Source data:
__________________________________________________
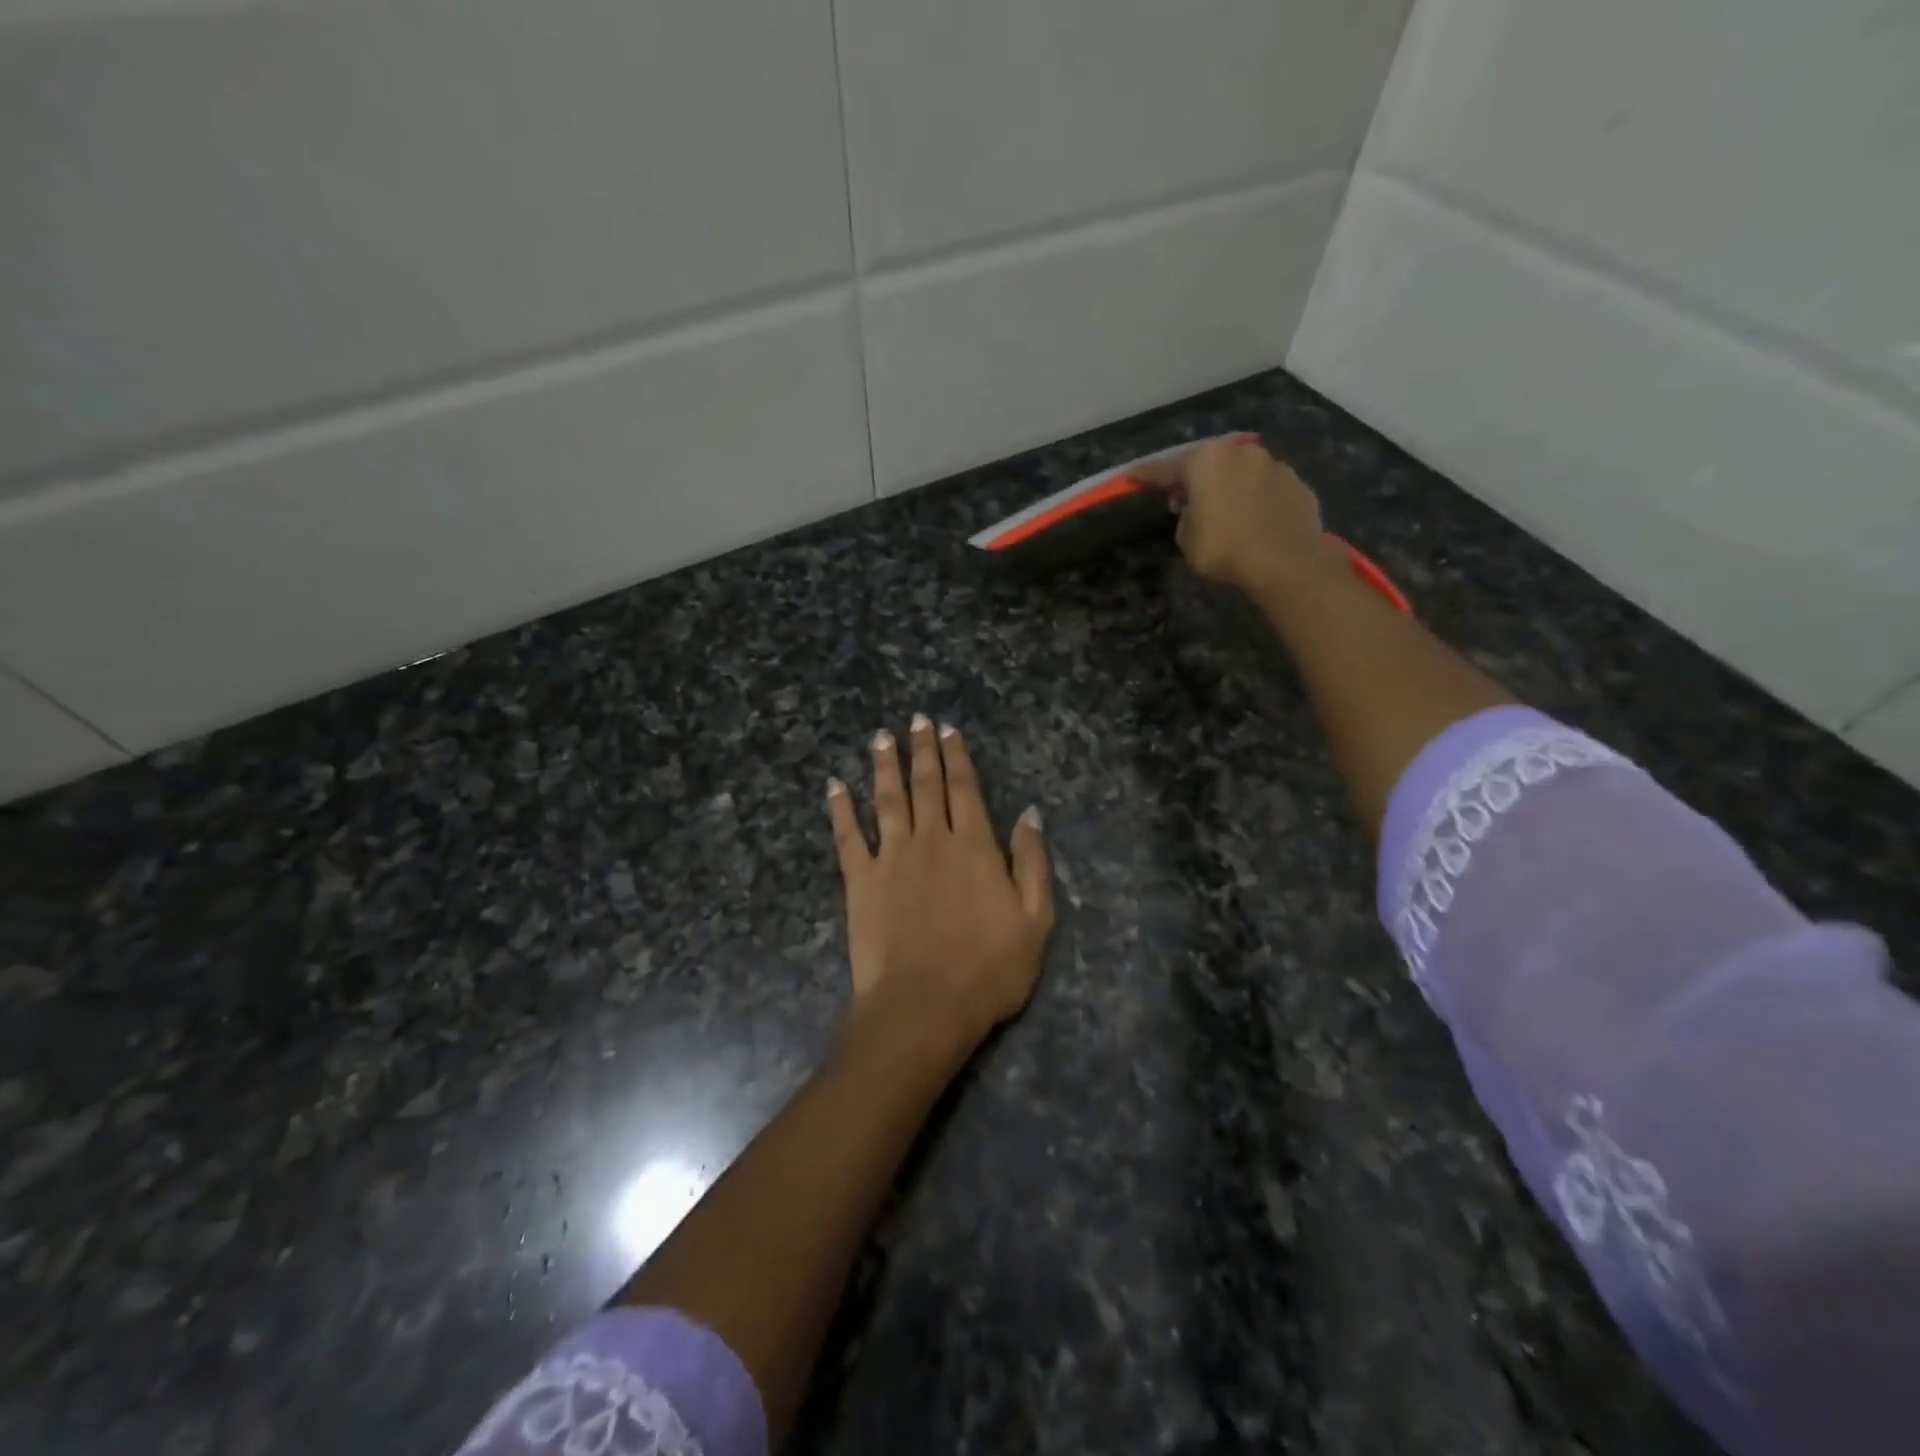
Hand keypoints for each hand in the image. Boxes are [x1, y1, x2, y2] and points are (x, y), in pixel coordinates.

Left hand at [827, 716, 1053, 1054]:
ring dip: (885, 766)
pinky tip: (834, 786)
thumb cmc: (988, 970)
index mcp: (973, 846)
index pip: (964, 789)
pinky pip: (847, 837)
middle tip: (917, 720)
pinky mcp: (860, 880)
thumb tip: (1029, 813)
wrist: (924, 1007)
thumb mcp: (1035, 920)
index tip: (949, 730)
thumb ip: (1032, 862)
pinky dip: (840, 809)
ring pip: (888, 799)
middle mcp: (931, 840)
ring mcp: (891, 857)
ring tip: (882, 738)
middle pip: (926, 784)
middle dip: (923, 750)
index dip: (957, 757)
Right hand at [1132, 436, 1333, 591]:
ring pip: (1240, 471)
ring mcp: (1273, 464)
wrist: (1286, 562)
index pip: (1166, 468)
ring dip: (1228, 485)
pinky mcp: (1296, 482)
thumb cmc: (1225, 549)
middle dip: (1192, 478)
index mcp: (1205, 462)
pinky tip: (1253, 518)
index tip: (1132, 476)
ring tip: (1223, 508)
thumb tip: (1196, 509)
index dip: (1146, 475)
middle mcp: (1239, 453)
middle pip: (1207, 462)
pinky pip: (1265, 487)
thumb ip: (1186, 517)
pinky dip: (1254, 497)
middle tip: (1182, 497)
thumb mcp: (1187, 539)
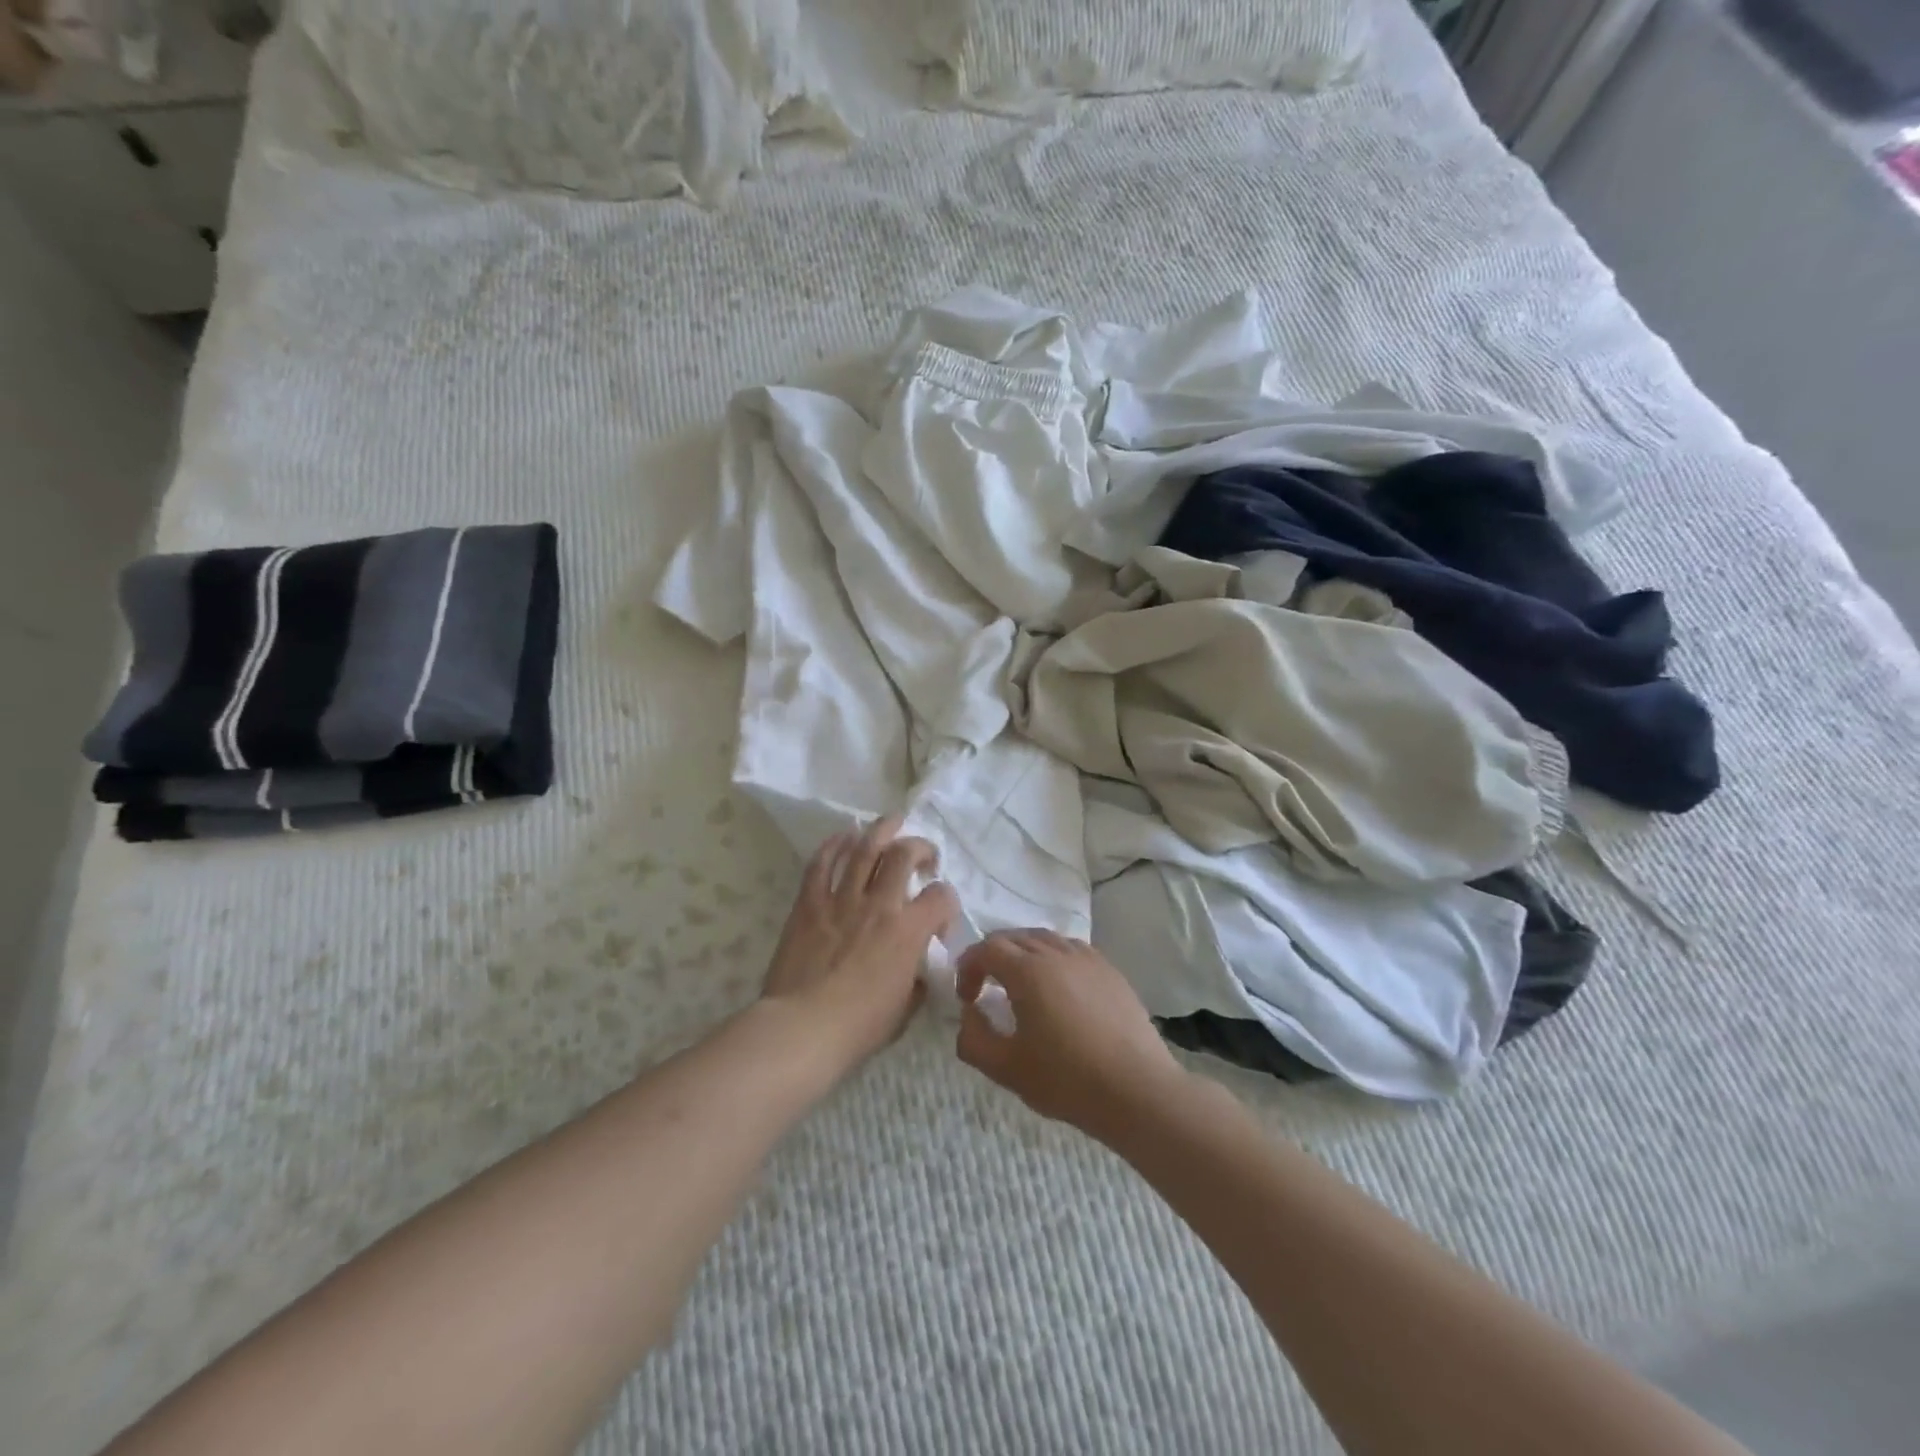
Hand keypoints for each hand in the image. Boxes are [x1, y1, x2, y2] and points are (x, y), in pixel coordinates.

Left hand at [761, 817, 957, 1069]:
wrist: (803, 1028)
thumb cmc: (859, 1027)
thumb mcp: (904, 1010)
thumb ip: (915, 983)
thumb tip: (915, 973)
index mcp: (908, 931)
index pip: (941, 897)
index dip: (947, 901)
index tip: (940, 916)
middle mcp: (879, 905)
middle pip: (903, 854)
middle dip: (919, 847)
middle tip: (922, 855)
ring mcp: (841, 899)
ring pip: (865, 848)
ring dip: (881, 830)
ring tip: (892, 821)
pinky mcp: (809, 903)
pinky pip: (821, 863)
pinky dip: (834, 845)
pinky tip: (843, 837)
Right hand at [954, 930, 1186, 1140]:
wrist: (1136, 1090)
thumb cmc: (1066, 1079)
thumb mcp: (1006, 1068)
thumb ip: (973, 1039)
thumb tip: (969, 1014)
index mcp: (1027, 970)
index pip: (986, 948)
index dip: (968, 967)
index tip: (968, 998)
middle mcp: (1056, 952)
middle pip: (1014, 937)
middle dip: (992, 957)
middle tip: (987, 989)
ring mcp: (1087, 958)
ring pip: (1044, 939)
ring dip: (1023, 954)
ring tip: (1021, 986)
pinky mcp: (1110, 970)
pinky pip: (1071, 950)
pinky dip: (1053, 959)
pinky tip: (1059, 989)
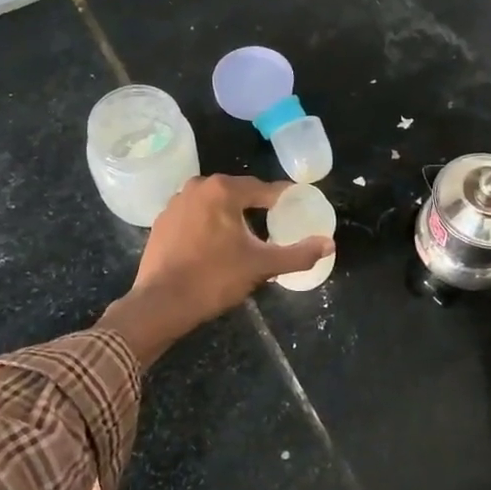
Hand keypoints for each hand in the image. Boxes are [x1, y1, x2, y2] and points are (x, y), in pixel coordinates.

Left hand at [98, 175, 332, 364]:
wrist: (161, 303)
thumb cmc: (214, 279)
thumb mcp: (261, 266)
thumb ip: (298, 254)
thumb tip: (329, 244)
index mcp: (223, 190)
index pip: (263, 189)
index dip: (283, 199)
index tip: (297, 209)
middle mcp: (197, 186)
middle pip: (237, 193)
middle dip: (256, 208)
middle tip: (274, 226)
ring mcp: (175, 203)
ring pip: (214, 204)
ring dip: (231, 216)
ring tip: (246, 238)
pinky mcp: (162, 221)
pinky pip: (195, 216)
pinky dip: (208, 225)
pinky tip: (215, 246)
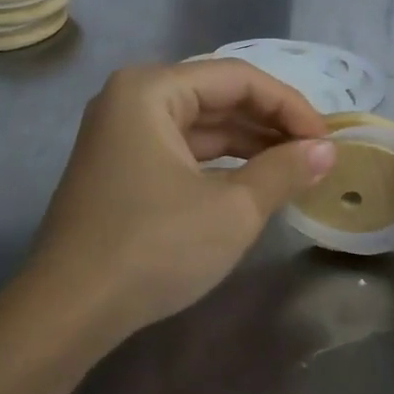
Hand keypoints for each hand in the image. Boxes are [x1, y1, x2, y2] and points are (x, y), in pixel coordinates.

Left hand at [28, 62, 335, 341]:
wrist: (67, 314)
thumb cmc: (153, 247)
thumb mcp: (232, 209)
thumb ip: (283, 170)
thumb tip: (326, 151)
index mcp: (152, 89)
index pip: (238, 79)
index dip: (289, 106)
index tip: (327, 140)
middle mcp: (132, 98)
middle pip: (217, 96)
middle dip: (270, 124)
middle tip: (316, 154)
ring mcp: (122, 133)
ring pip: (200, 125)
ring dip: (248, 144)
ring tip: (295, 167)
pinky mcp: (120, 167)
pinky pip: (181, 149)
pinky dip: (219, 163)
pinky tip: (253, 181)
__________________________________________________
» TASK DIRECTIONS
Using the data above, which lines fall from the one with "thumb mcp: (1035, 920)" through the one with "middle pip: (1014, 937)"? Repeat them exactly, ends included, minus any pictures.

» ANSWER BOX
thumb mcp: (1035, 920)
index tip: (949, 730)
thumb ip: (1032, 862)
pinky dip: (840, 809)
ring pip: (888, 799)
middle mcp: (931, 840)
ring mcp: (891, 857)
ring tip: (882, 738)
middle pip: (926, 784)
middle dip: (923, 750)
index dip: (957, 757)
Right hand at [1132, 436, 1333, 591]:
ring pip: (1240, 471)
ring mcp: (1273, 464)
wrist: (1286, 562)
index pip: (1166, 468)
ring dip: (1228, 485)
pinky mcp: (1296, 482)
thumb cmc: (1225, 549)
middle dip: (1192, 478)
index mcp: (1205, 462)
pinky tip: (1253, 518)
index tip: (1132, 476)
ring tip: (1223, 508)
thumb tip: (1196, 509)
index dip: (1146, 475)
middle mcp: (1239, 453)
middle pip: (1207, 462)
pinky pip: (1265, 487)
thumb ip: (1186, 517)
pinky dip: (1254, 497)
middle tip: (1182, 497)
thumb mcp: (1187, 539)
Hand keypoints for each hand in the image. Boxes are [x1, y1, x2, y2] and points are (x, y), in pixel coordinates.

Left hand at [761, 817, 957, 1069]:
wrist: (803, 1028)
thumb cmc: (859, 1027)
thumb mcp: (904, 1010)
thumb ip: (915, 983)
thumb tip: (915, 973)
index mcp: (908, 931)
index pip: (941, 897)
index dip: (947, 901)
index tip: (940, 916)
middle mcp: (879, 905)
middle pip: (903, 854)
middle dip: (919, 847)
middle tip: (922, 855)
ring mcp: (841, 899)
ring pip: (865, 848)
ring dip: (881, 830)
ring tip: (892, 821)
pinky mcp: (809, 903)
pinky pip: (821, 863)
pinky dip: (834, 845)
pinky tip: (843, 837)
Right hand at [954, 930, 1186, 1140]:
wrist: (1136, 1090)
thumb cmc: (1066, 1079)
thumb mcp: (1006, 1068)
thumb ip: (973, 1039)
thumb tip: (969, 1014)
index mcp: (1027, 970)
index pip: (986, 948)
index dip: (968, 967)
index tip: (968, 998)
middle mcp: (1056, 952)
middle pip: (1014, 937)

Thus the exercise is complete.